Volvo delivers first electric truck.

Volvo Trucks announced its first electric trucks to two customers in Sweden as part of a development program to bring the electric vehicles to market.

Last year, the Swedish group announced that it would bring its electric trucks to the road in 2018 and start selling them in 2019.

Over the next few months after the announcement, they unveiled a series of different electric trucks.

In September, the company unveiled an all-electric and autonomous truck without a cab.

Volvo Trucks also launched an all-electric garbage truck with up to 200 km of range.

Finally, they also teased an upcoming new all-electric semi truck.

Germany’s autobahns are famous for having no speed limits but proposals to introduce one appear to be slowly gaining ground.

The deputy head of Germany’s Police voiced his support for a limit on Friday, calling it “crazy” that some people legally drive at 200-250 km/h. He said one in four road deaths could be prevented and tailbacks reduced if a 130km/h limit was imposed

Last week, a leaked draft document from the National Platform on the Future of Mobility, a government-appointed committee, proposed setting a speed limit of 130km/h, not on the grounds of safety but as a way to reduce pollution and limit climate change.

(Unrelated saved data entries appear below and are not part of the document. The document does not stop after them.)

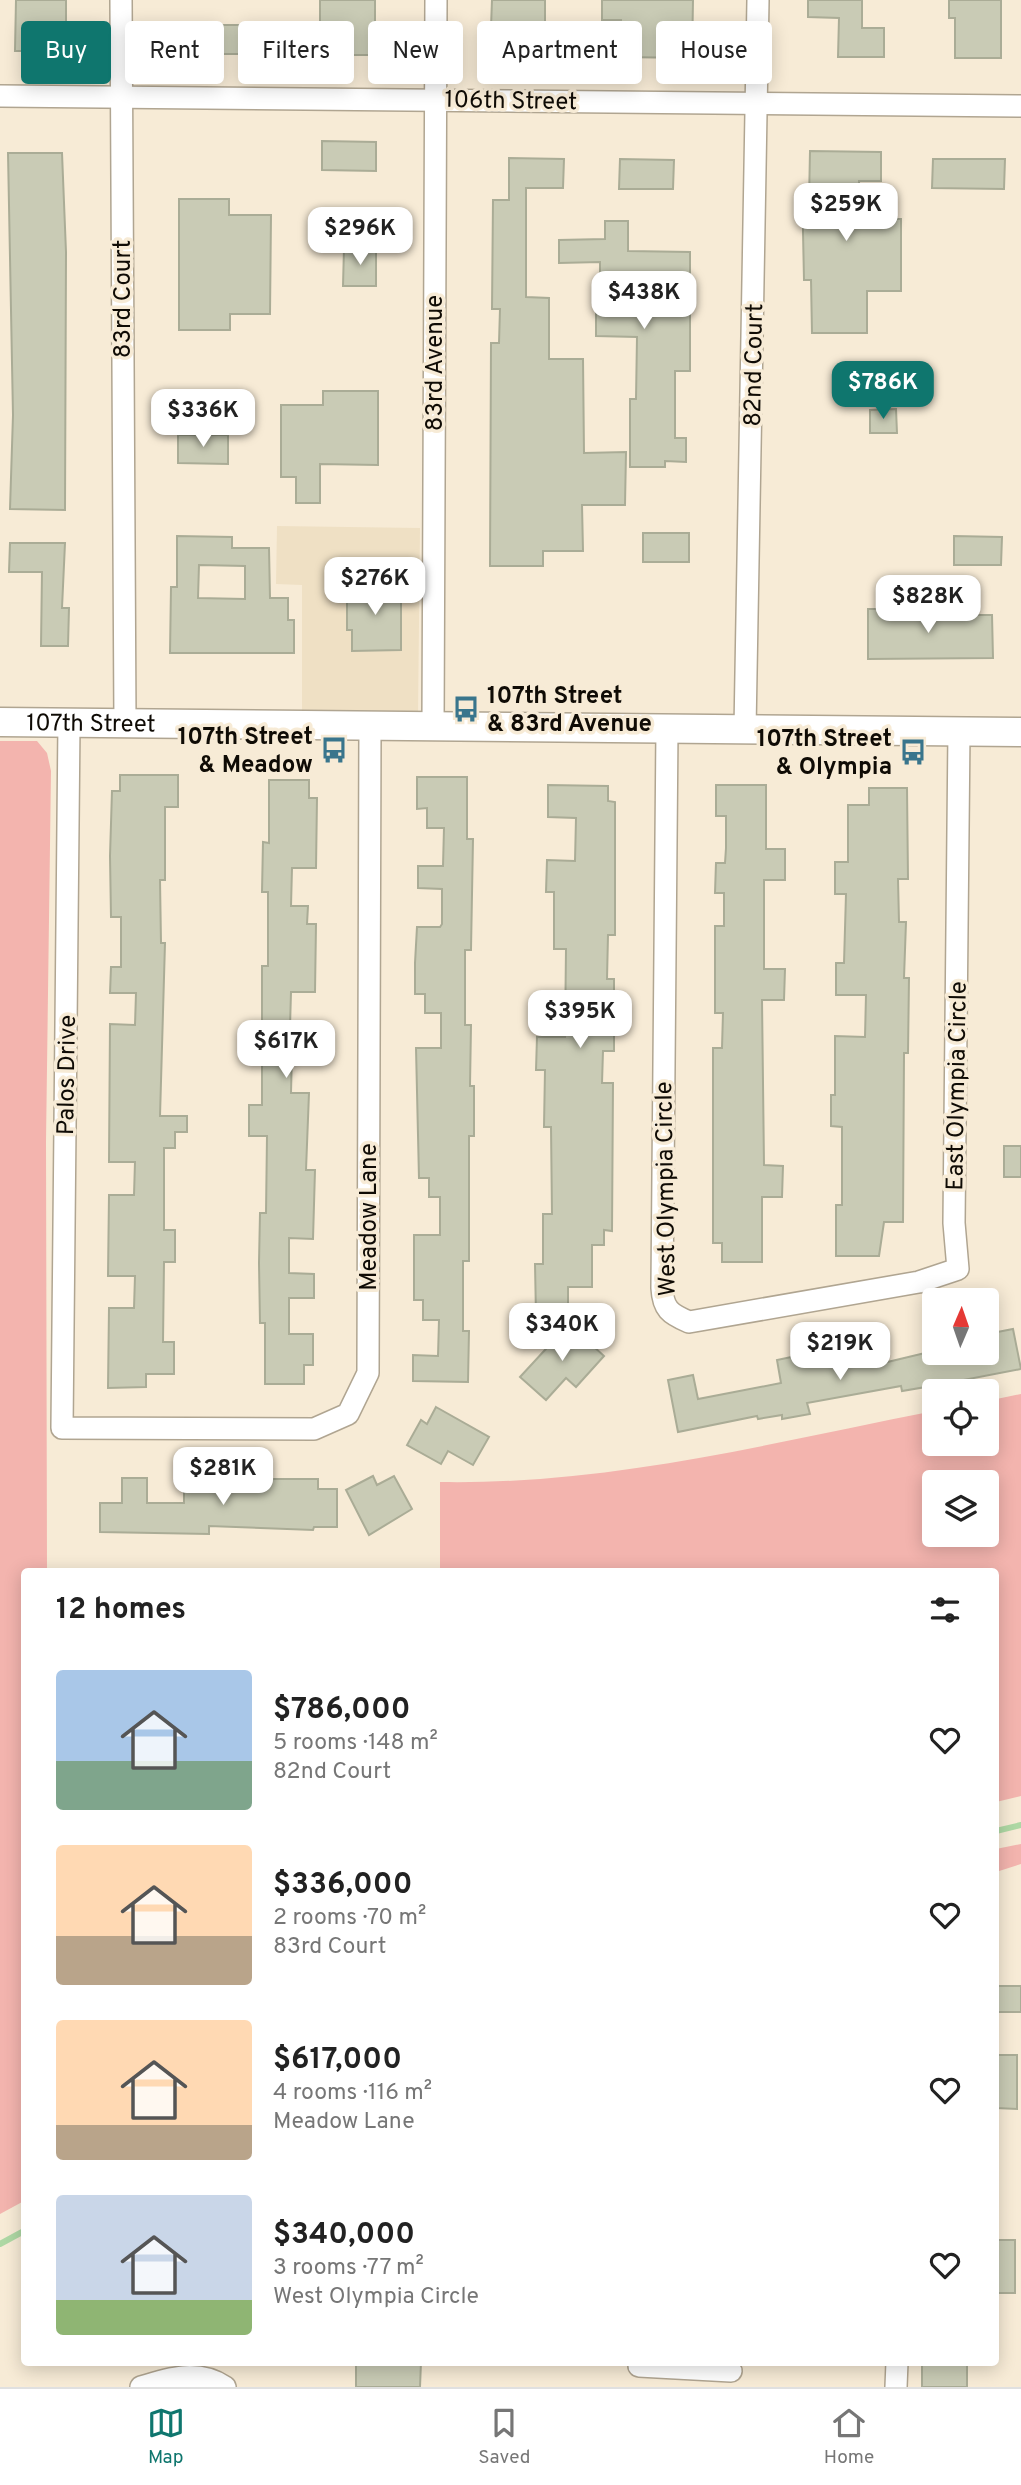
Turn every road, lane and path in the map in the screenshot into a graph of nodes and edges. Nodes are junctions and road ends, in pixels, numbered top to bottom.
1 (121, 0) edge
2 (436, 0) edge
3 (758, 0) edge
4 (0, 96) edge
5 (120, 97) junction
6 (436, 99) junction
7 (758, 104) junction
8 (1021, 106) edge
9 (0, 722) edge
10 (69, 723) junction
11 (125, 723) junction
12 (370, 726) junction
13 (433, 726) junction
14 (667, 729) junction
15 (746, 729) junction
16 (959, 731) junction
17 (1021, 732) edge
18 (792, 1306) joint
19 (62, 1428) joint
20 (639, 2366) dead end
21 (897, 2366) edge
22 (731, 2373) edge
23 (141, 2387) edge
24 (225, 2387) edge
25 (896, 2387) edge

1 - 5 street, 83rd Court
2 - 6 street, 83rd Avenue
3 - 7 street, 82nd Court
4 - 5 street, 106th Street
5 - 6 street, 106th Street
5 - 11 street, 83rd Court
6 - 7 street, 106th Street
6 - 13 street, 83rd Avenue
7 - 8 street, 106th Street
7 - 15 street, 82nd Court
9 - 10 street, 107th Street
10 - 11 street, 107th Street
10 - 19 street, Palos Drive
11 - 12 street, 107th Street
12 - 13 street, 107th Street
12 - 19 street, Meadow Lane
13 - 14 street, 107th Street
14 - 15 street, 107th Street
14 - 18 street, West Olympia Circle
15 - 16 street, 107th Street
16 - 17 street, 107th Street
16 - 18 street, East Olympia Circle
20 - 22 street
21 - 25 street
23 - 24 street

Germany could be hit with heavy EU fines if it fails to reduce emissions of greenhouse gases and poisonous nitrogen oxides. Transport emissions, which have not fallen since 1990, are a particular target for reductions.

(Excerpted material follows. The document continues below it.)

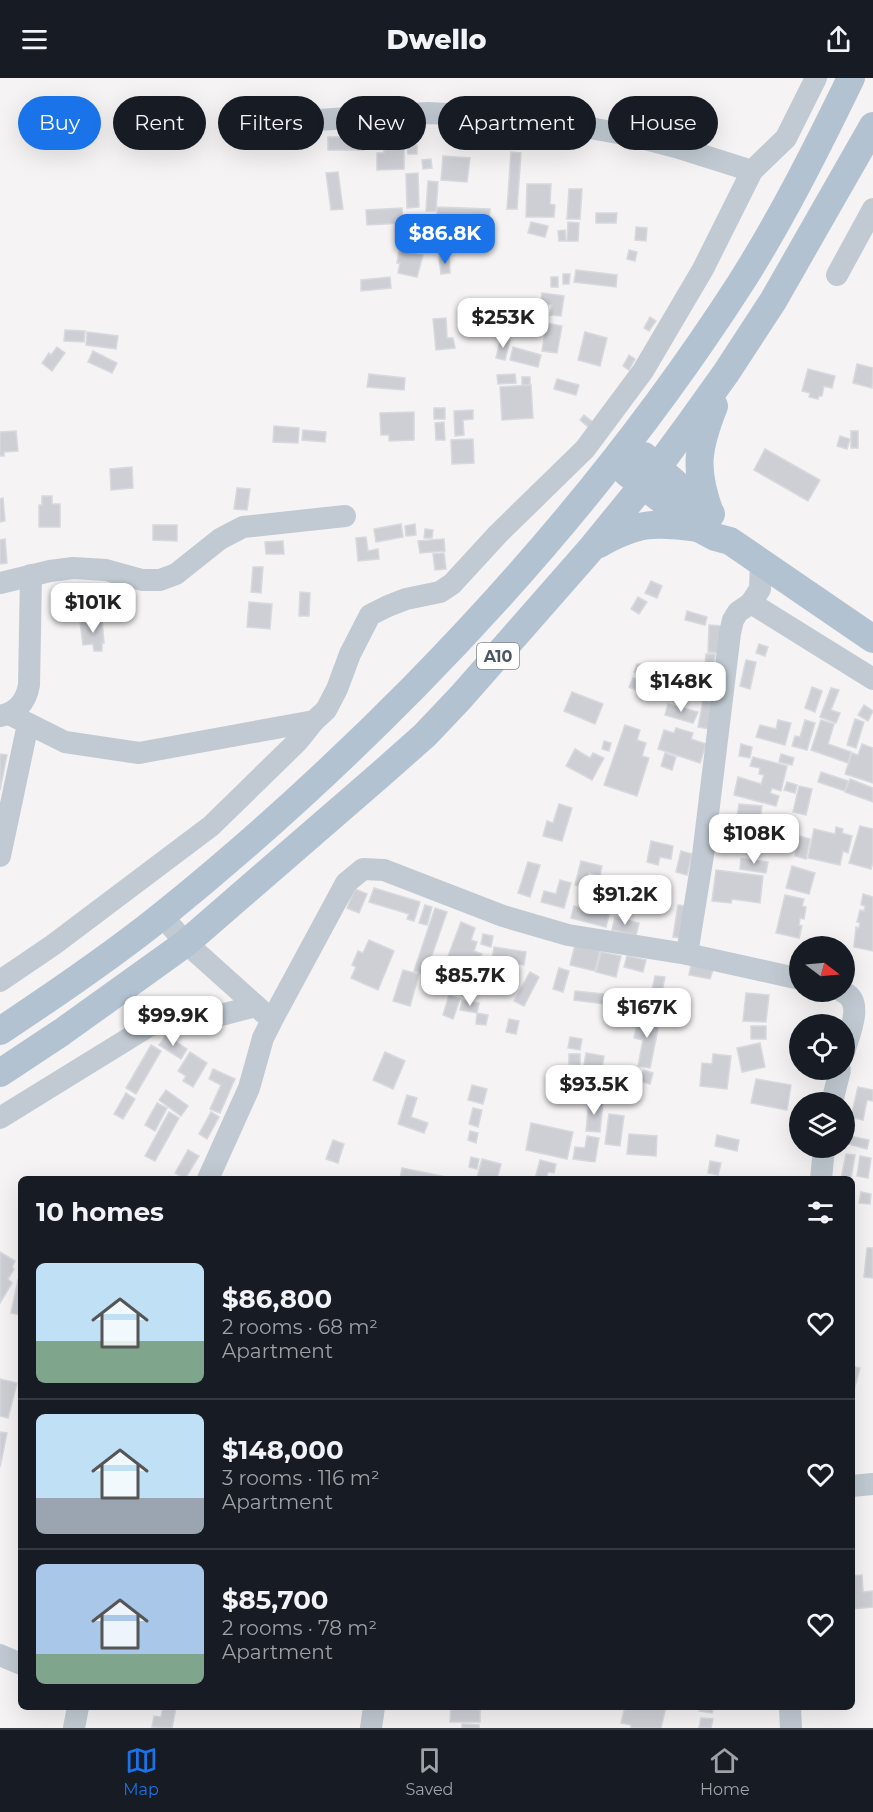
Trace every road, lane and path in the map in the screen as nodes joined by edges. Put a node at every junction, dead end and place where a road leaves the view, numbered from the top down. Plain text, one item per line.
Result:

New EU rules for truck drivers.

The new European Union regulations could make life easier for truck drivers, who have seen their who are becoming under paid and touring schedules become busier than ever.

According to a recent proposal by EU transport ministers, drivers need to stick to a 45-hour break outside the trucks after being on the road for six days. This means drivers would have to return home or stay in a hotel near their current location. In Addition, the proposal envisages the same pay for drivers operating in the same place, irrespective of their origin.

According to DW, EU officials also want to end continual tours abroad lasting several weeks because these are set by making a 7-day break in the drivers’ home countries compulsory.